(Beginning of Task inputs)
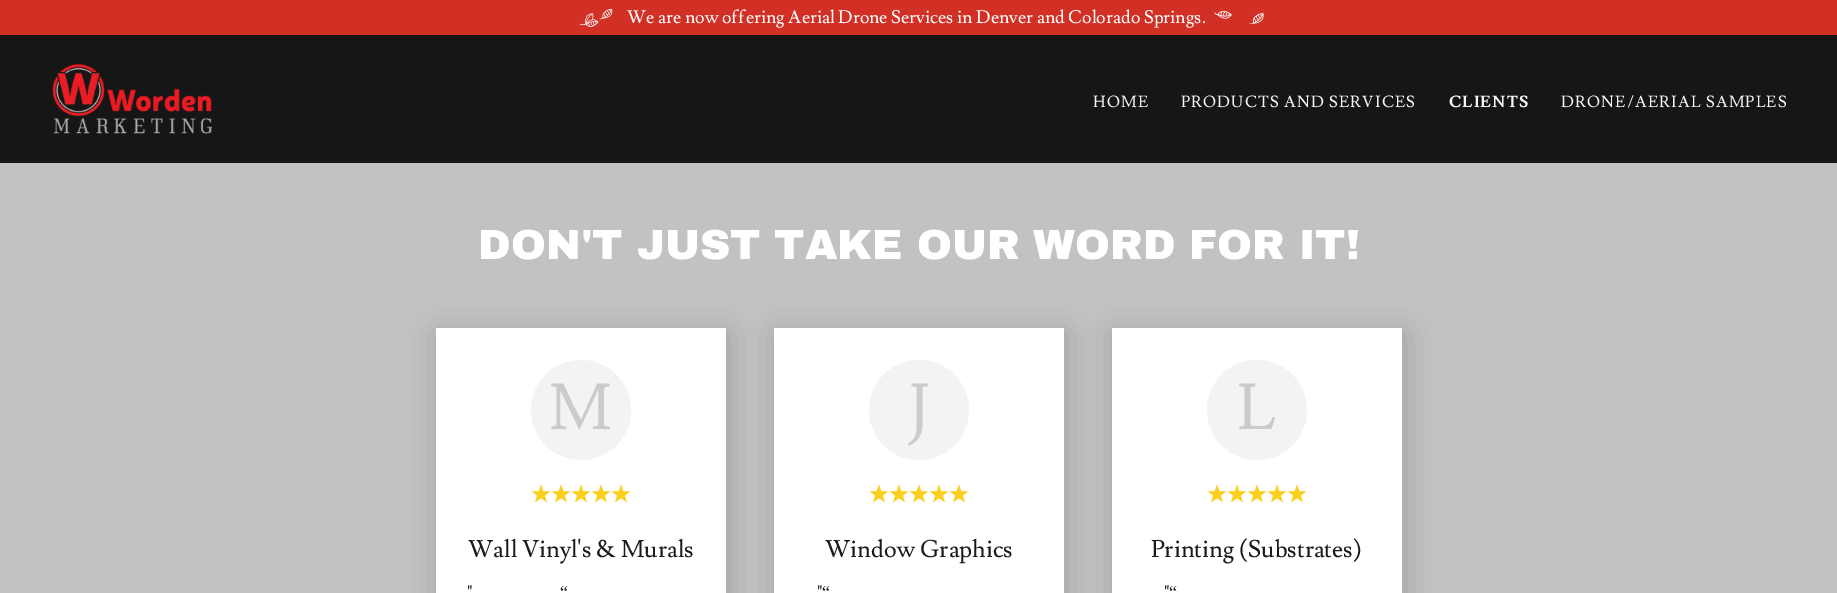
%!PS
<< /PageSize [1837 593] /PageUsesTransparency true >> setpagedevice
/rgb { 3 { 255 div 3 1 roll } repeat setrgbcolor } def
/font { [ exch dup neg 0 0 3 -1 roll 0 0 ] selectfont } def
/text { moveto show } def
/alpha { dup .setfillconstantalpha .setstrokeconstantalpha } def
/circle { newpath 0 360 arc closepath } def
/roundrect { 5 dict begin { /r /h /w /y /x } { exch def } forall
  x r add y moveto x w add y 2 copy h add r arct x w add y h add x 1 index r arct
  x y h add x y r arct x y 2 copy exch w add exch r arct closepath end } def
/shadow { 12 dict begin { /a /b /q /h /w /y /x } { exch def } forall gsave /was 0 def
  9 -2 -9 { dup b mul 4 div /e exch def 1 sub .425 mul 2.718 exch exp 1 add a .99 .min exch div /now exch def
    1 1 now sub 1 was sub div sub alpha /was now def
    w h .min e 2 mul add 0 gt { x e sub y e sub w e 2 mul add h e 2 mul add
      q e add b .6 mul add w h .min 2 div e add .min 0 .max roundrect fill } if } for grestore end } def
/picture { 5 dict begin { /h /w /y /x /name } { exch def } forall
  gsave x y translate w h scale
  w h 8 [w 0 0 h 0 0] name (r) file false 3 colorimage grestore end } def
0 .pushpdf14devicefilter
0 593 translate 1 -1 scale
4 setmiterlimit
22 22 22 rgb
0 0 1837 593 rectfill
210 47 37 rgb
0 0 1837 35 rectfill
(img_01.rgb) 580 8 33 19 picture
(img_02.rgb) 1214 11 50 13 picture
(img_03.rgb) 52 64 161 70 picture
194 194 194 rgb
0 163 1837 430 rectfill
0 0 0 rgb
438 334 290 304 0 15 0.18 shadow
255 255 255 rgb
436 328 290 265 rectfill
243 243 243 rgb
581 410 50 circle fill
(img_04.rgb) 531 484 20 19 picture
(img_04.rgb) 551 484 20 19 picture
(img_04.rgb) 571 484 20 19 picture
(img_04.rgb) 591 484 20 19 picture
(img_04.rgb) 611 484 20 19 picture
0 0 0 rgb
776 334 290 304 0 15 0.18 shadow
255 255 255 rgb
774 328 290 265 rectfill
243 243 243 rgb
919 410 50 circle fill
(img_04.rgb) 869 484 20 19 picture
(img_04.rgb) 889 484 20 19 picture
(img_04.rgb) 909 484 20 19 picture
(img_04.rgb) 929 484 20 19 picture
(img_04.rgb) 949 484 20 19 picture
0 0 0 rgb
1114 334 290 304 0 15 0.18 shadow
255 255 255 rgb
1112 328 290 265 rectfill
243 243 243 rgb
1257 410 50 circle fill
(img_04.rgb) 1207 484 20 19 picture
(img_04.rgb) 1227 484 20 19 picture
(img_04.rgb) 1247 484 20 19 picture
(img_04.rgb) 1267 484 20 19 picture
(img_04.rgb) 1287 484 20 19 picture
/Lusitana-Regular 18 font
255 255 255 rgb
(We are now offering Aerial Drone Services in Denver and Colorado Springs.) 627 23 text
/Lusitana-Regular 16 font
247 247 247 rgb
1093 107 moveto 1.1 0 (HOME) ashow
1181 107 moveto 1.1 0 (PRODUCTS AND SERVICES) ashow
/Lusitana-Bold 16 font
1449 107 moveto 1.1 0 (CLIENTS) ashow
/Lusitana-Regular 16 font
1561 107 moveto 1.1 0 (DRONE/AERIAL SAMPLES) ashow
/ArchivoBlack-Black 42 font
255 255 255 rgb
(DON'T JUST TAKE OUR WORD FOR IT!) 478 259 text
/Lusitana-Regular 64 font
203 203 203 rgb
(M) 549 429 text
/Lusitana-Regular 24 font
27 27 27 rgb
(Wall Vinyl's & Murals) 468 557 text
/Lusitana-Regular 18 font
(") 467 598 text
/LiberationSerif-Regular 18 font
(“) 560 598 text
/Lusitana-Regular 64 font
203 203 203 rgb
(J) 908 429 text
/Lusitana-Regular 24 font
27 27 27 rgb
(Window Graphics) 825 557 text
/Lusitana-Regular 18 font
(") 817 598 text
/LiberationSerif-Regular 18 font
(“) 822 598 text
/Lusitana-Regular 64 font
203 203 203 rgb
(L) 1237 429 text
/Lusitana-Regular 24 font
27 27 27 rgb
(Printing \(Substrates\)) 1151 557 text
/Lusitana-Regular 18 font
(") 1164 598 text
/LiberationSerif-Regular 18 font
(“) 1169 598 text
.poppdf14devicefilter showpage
(End of Task inputs)
§ **The task**:
Find "q e add b .6" in the entries above and copy that whole line exactly, then each line after it through the line that contains "0 593 translate 1 -1 scale".

§ **Answer section**:
      q e add b .6 mul add w h .min 2 div e add .min 0 .max roundrect fill } if } for grestore end } def
/picture { 5 dict begin { /h /w /y /x /name } { exch def } forall
  gsave x y translate w h scale
  w h 8 [w 0 0 h 0 0] name (r) file false 3 colorimage grestore end } def
0 .pushpdf14devicefilter
0 593 translate 1 -1 scale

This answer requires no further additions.